Atina’da geçen hafta sonu toplanan Üçüncü Türk-Yunan Medya Konferansı Yunan medyasının tabuları kırmaya ve Türk “fobisinden” kurtulmaya başladığını göstermesi bakımından önemliydi.

İlk kongreyi 5 yıl önce Atina’da toplamıştık. Buluşma Türkiye’yle Yunanistan arasındaki yakınlaşmanın ilk kilometre taşlarından biriydi. Açılışa yakınlaşmanın mimarları olan, dönemin Dışişleri Bakanları Yorgo Papandreu’yla İsmail Cem de gelmişti. Ama konferansta eksik olan, Yunan medyasının önde gelenleriydi. Ne birinci konferansa ne de İstanbul’da düzenlediğimiz ikincisine Yunan gazetelerinin yöneticileri gelmediler.
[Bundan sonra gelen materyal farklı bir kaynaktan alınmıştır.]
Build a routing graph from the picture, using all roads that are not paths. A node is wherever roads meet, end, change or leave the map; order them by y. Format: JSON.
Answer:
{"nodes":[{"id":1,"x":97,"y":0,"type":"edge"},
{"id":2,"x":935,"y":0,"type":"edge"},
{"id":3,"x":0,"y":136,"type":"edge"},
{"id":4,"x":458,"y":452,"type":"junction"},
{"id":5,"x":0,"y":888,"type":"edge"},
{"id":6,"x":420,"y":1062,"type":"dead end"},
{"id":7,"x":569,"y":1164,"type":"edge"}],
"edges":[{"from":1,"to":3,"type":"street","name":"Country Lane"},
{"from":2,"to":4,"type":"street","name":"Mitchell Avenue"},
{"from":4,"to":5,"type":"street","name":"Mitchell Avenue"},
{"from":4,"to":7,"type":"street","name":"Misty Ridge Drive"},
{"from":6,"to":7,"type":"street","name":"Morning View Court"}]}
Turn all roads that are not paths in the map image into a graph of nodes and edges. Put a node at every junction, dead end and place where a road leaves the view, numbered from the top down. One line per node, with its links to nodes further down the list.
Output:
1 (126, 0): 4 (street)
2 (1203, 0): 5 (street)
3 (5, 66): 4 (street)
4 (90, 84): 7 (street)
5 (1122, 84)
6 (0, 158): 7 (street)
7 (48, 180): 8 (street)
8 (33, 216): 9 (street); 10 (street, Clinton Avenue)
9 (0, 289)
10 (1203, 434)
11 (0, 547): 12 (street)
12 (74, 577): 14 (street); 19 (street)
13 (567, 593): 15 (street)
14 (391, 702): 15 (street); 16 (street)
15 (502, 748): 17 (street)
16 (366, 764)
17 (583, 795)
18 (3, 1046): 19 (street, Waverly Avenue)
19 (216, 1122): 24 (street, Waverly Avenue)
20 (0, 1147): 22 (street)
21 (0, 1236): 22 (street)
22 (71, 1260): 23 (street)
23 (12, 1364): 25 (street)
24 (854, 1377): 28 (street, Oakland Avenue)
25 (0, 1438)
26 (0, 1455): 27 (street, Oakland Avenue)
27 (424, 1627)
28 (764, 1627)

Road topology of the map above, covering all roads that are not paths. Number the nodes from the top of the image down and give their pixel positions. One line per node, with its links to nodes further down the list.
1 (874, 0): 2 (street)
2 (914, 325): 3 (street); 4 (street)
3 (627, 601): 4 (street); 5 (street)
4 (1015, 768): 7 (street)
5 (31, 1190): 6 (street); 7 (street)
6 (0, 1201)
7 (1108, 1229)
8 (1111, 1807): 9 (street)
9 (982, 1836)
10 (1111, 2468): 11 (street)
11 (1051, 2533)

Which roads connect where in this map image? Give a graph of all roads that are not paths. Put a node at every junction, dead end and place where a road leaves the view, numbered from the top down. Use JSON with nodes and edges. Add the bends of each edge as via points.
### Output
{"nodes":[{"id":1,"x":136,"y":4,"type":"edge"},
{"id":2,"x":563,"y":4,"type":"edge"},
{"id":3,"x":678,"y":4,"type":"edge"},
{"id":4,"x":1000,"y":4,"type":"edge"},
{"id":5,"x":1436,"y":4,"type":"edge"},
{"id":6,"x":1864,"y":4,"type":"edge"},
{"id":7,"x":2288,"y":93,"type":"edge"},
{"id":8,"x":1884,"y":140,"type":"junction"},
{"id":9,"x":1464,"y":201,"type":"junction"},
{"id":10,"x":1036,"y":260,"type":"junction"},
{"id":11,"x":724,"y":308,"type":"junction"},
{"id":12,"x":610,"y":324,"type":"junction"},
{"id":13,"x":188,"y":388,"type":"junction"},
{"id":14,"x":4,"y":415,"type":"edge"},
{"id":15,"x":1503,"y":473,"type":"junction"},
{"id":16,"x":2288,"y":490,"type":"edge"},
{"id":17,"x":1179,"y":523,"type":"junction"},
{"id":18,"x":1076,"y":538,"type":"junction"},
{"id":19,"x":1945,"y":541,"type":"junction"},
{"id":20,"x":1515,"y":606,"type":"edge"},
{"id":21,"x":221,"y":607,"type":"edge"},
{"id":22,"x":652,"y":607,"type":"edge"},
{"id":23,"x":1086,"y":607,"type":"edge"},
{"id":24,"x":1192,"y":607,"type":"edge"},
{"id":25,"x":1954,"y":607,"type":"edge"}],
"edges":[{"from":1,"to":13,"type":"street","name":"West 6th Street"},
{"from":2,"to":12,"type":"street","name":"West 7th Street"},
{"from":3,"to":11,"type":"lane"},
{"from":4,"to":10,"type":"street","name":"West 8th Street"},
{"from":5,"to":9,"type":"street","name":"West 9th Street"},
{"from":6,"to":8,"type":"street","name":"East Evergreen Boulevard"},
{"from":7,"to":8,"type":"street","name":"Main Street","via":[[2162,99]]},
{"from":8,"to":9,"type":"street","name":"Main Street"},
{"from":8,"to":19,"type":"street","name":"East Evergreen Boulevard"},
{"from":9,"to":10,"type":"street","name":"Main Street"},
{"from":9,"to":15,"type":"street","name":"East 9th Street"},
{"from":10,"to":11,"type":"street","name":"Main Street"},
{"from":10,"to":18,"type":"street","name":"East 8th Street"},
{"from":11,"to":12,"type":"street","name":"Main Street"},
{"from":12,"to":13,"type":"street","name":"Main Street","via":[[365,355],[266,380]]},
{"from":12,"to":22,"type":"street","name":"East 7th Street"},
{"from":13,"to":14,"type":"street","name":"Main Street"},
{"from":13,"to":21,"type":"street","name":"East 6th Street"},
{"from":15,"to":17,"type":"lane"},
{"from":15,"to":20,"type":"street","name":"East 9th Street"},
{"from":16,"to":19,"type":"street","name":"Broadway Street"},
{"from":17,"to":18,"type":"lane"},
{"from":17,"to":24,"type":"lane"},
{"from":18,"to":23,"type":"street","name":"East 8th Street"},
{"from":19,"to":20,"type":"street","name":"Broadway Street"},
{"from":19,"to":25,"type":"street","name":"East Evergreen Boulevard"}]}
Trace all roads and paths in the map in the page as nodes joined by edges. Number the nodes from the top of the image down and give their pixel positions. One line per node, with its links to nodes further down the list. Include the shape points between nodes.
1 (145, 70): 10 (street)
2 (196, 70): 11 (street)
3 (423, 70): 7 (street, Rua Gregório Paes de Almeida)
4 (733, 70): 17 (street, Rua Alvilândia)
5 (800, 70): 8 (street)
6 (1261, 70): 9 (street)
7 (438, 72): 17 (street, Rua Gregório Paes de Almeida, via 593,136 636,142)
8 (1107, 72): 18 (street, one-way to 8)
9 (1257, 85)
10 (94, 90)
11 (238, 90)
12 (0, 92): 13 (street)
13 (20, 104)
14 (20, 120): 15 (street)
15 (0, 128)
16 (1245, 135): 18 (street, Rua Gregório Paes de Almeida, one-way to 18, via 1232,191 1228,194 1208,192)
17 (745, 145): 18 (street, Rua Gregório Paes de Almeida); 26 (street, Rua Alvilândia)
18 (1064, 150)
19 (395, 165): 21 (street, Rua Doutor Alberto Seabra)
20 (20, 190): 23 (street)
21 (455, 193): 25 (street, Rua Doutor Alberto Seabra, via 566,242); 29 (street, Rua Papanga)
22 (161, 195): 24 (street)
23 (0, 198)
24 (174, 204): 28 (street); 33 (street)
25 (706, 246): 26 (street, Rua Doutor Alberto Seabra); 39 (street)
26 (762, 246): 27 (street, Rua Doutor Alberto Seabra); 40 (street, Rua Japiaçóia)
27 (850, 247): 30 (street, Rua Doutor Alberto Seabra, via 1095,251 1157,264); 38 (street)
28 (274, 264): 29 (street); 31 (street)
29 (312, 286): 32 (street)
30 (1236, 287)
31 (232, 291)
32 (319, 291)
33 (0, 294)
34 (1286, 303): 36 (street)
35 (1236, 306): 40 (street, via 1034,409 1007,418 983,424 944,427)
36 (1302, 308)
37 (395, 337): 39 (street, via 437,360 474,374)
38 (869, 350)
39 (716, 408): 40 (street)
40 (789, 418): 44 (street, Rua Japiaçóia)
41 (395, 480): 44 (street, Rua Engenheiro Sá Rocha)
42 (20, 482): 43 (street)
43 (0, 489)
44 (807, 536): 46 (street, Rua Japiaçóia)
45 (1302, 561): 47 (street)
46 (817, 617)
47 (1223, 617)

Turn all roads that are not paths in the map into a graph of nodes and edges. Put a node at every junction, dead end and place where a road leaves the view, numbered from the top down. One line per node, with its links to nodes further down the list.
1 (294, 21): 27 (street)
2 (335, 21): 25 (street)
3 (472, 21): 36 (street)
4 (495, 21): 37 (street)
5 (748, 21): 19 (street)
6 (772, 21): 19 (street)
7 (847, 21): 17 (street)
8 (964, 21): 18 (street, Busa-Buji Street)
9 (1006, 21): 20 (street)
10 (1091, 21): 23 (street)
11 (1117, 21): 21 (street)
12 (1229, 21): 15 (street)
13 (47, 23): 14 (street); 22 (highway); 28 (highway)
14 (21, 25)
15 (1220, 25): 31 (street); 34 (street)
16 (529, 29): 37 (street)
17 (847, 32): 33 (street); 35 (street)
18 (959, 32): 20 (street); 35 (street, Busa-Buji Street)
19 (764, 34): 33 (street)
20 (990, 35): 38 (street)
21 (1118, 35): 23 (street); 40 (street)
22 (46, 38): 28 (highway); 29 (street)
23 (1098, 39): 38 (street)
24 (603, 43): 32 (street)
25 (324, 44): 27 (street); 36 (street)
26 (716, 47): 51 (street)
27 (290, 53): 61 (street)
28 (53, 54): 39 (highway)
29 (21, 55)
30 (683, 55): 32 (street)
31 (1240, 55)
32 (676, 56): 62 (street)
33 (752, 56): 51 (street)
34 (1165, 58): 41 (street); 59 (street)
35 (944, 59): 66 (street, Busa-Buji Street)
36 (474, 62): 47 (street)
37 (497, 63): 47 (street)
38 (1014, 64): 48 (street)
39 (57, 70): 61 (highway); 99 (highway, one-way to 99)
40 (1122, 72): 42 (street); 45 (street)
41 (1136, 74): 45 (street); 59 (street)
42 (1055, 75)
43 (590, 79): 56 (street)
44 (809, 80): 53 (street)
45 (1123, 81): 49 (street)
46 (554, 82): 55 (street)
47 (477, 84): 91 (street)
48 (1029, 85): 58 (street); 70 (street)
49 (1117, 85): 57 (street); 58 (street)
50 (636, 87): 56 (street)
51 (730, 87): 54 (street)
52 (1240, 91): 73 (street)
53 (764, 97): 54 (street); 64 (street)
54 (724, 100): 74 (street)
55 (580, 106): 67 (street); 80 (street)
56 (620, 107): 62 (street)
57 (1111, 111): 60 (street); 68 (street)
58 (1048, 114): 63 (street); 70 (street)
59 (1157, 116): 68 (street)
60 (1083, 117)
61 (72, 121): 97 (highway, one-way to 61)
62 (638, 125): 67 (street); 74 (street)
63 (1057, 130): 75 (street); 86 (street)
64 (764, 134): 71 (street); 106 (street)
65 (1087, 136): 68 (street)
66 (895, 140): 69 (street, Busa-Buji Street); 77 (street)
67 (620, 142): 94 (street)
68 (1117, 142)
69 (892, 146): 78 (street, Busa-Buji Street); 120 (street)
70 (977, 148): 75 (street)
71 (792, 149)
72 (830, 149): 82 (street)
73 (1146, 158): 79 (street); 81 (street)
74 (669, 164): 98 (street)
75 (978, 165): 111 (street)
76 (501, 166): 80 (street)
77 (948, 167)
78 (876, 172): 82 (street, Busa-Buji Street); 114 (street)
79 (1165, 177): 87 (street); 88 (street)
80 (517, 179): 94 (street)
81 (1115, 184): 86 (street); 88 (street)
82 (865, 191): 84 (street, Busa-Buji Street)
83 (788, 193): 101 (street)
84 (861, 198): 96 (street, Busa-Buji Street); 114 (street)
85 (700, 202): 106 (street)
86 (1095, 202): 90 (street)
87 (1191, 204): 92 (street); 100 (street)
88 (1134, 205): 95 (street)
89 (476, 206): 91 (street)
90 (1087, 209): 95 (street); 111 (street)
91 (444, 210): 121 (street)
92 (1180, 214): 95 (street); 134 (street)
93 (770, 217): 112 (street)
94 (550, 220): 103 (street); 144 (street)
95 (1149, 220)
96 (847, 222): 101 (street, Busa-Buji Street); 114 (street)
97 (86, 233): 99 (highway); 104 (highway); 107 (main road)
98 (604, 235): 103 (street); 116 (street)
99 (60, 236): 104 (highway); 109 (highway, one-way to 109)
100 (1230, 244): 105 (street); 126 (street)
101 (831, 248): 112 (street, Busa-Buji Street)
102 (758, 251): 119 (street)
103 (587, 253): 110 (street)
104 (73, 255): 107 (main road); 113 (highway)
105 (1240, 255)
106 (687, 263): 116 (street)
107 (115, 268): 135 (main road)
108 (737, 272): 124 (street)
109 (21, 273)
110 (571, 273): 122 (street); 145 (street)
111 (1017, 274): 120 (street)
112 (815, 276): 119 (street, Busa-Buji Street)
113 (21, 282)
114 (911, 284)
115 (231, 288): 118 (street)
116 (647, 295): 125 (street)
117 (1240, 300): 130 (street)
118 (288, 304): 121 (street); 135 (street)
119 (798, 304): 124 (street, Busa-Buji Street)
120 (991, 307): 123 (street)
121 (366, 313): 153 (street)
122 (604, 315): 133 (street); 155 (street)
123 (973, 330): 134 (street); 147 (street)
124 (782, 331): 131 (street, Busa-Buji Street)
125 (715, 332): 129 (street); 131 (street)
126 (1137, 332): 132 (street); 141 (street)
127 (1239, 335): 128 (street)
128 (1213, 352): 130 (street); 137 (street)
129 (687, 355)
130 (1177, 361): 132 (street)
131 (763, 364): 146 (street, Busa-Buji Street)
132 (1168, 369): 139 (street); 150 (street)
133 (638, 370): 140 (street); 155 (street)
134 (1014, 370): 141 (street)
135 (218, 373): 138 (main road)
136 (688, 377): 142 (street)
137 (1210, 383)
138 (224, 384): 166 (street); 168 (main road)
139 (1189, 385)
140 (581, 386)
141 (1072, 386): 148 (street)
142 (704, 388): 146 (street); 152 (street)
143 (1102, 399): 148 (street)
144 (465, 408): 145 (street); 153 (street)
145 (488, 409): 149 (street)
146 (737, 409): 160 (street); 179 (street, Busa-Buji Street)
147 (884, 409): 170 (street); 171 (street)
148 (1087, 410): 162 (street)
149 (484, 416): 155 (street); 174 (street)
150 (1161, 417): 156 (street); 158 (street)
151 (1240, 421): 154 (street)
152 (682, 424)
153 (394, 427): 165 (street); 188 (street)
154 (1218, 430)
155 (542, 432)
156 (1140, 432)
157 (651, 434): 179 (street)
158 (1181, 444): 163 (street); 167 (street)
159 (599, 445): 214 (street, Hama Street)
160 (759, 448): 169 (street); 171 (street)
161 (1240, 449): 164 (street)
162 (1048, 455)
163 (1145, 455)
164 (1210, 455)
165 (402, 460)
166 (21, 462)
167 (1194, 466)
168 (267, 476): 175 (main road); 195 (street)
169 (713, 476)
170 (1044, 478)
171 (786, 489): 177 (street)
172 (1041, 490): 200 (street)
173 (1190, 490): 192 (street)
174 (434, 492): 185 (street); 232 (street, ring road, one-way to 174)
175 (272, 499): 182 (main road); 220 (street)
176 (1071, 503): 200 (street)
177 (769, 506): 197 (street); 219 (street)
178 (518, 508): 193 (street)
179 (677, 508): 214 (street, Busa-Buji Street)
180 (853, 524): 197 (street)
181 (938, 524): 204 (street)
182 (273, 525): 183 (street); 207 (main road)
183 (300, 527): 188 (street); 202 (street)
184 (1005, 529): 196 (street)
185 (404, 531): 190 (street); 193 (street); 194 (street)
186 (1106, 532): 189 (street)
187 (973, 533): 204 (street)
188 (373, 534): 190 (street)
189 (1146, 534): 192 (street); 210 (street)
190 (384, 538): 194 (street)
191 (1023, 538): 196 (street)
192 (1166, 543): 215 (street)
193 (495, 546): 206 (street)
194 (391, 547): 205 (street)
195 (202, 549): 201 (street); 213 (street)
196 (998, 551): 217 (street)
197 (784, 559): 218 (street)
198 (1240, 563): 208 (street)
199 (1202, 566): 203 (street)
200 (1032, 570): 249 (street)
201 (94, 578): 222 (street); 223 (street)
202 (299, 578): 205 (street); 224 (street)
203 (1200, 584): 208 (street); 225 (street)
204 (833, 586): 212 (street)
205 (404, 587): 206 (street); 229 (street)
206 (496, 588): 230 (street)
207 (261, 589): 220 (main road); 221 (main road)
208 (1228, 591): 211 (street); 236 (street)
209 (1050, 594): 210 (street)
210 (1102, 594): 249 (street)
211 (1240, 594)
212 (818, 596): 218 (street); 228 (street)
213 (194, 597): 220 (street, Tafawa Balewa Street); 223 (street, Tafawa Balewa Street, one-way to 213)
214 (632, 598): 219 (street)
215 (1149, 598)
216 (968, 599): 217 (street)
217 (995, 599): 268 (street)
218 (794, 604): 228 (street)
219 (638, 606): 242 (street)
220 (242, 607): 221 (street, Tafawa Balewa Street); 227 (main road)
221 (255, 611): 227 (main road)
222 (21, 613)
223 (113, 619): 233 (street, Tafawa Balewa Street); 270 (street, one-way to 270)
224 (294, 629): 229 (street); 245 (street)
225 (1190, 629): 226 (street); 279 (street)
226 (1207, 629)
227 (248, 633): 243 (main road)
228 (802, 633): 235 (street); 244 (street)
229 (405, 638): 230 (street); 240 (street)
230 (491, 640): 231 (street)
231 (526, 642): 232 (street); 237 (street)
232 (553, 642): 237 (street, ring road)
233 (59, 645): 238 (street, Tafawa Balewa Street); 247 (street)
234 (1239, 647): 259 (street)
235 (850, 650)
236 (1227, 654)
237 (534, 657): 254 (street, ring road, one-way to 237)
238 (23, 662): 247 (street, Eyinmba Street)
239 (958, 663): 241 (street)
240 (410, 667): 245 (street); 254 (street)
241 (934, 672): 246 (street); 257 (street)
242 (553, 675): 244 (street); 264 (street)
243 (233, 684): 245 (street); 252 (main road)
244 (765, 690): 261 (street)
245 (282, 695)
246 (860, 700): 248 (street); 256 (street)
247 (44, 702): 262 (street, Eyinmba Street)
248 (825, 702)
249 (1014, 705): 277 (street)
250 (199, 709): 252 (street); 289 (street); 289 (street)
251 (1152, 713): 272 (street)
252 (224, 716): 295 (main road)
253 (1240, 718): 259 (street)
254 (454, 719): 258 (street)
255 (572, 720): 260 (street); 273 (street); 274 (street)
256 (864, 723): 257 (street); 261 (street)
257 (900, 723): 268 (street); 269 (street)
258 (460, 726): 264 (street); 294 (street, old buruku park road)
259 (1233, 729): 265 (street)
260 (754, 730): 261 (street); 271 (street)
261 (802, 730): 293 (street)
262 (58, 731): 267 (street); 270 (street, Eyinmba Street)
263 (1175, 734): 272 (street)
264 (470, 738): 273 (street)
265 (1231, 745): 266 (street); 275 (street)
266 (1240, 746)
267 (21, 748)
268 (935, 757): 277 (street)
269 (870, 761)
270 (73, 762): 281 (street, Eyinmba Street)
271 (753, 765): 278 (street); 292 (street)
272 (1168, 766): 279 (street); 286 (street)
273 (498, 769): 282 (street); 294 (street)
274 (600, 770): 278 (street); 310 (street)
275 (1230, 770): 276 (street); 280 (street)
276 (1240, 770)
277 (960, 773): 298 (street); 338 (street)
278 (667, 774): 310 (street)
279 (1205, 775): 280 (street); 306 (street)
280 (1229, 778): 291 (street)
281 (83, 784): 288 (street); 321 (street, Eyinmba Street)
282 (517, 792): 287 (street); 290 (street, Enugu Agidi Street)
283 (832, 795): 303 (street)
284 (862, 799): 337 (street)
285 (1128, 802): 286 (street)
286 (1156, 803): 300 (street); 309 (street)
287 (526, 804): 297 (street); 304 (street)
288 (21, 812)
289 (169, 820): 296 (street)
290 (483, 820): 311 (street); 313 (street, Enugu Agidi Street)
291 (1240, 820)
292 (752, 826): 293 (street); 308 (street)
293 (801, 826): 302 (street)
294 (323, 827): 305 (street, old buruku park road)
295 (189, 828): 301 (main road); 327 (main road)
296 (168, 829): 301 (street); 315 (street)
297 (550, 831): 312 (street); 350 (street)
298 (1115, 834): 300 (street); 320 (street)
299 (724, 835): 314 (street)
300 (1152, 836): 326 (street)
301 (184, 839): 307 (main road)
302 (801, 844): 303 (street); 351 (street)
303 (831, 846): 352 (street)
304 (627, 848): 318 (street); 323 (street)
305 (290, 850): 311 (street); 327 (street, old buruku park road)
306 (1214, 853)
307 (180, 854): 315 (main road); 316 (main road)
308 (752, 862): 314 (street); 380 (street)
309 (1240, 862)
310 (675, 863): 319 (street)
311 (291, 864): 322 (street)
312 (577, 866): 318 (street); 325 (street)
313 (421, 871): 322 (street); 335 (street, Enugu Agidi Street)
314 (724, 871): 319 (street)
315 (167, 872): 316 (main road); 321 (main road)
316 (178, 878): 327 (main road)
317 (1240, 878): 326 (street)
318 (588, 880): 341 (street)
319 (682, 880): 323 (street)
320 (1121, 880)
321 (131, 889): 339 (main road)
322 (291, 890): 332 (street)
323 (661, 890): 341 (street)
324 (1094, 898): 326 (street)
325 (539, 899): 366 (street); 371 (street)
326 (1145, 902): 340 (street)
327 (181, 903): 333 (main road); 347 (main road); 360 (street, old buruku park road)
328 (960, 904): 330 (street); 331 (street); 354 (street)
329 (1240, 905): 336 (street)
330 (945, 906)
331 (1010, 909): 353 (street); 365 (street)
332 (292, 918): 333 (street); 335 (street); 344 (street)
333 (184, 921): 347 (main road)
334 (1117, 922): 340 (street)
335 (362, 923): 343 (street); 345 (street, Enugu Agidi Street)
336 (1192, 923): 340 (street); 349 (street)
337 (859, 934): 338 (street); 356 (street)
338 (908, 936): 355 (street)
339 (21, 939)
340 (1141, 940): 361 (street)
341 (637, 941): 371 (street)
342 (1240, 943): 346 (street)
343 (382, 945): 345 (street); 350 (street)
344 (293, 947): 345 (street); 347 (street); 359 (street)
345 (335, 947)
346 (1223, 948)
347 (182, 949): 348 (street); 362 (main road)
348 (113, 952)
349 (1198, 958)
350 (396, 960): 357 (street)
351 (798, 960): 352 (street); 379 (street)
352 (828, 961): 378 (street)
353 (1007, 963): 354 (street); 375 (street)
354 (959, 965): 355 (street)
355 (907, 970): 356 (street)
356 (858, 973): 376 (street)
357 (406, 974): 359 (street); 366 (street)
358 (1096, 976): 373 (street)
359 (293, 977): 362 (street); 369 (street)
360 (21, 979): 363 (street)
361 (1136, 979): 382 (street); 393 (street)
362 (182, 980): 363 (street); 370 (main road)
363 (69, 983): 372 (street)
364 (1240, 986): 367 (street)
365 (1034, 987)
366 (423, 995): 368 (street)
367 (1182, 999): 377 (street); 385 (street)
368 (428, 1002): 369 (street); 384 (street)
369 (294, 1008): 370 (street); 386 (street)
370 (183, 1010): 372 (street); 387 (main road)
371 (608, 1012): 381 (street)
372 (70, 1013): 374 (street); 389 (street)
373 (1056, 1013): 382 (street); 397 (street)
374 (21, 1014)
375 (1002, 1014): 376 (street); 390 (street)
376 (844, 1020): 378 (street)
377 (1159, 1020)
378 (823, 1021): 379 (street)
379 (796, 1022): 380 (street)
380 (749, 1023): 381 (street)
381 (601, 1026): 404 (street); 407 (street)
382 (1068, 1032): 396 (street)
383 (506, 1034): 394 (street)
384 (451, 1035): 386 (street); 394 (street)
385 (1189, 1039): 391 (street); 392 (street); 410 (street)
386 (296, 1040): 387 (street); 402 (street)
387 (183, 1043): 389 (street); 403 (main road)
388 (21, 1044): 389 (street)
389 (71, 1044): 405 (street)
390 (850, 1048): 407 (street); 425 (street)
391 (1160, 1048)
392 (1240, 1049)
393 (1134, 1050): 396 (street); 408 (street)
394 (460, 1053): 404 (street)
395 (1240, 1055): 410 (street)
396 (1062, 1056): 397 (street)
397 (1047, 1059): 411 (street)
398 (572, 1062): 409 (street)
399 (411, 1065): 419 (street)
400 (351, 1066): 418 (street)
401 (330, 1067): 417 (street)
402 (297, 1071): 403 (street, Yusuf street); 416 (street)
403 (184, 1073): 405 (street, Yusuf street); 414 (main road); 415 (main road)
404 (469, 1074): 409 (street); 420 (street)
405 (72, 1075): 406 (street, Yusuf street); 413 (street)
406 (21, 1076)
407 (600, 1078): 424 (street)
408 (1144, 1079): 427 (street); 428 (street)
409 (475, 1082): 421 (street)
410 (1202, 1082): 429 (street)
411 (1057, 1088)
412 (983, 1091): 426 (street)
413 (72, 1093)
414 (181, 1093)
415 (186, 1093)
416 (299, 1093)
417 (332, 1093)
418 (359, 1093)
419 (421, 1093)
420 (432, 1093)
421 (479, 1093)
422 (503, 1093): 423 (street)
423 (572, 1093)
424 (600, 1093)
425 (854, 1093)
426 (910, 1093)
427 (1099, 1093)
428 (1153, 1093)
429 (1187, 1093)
Katılanların çoğunluğu zaten yakınlaşmaya inanan gazetecilerdi.

Atina’da topladığımız bu son konferansta ise ilginç bir tablo ortaya çıktı. Konferansa iilk kez Yunan medyasının kaptan köşkünde oturanlar yöneticiler geldi. Bunlardan biri Yunan basınının amiral gemisi sayılan Ta Nea’nın genel yayın yönetmeni Pandelis Kapsis’ti.

Kapsis, bir dönemde milliyetçi söylemleriyle Türk siyasetçilere kök söktüren Dışişleri bakan yardımcısı Yannis Kapsis’in oğlu. Ama Yunanistan’da yaşanan değişime öylesine çarpıcı bir ayna tuttu ki, geçmişte esen sert milliyetçi fırtınaları bilenler oldukça şaşırdı.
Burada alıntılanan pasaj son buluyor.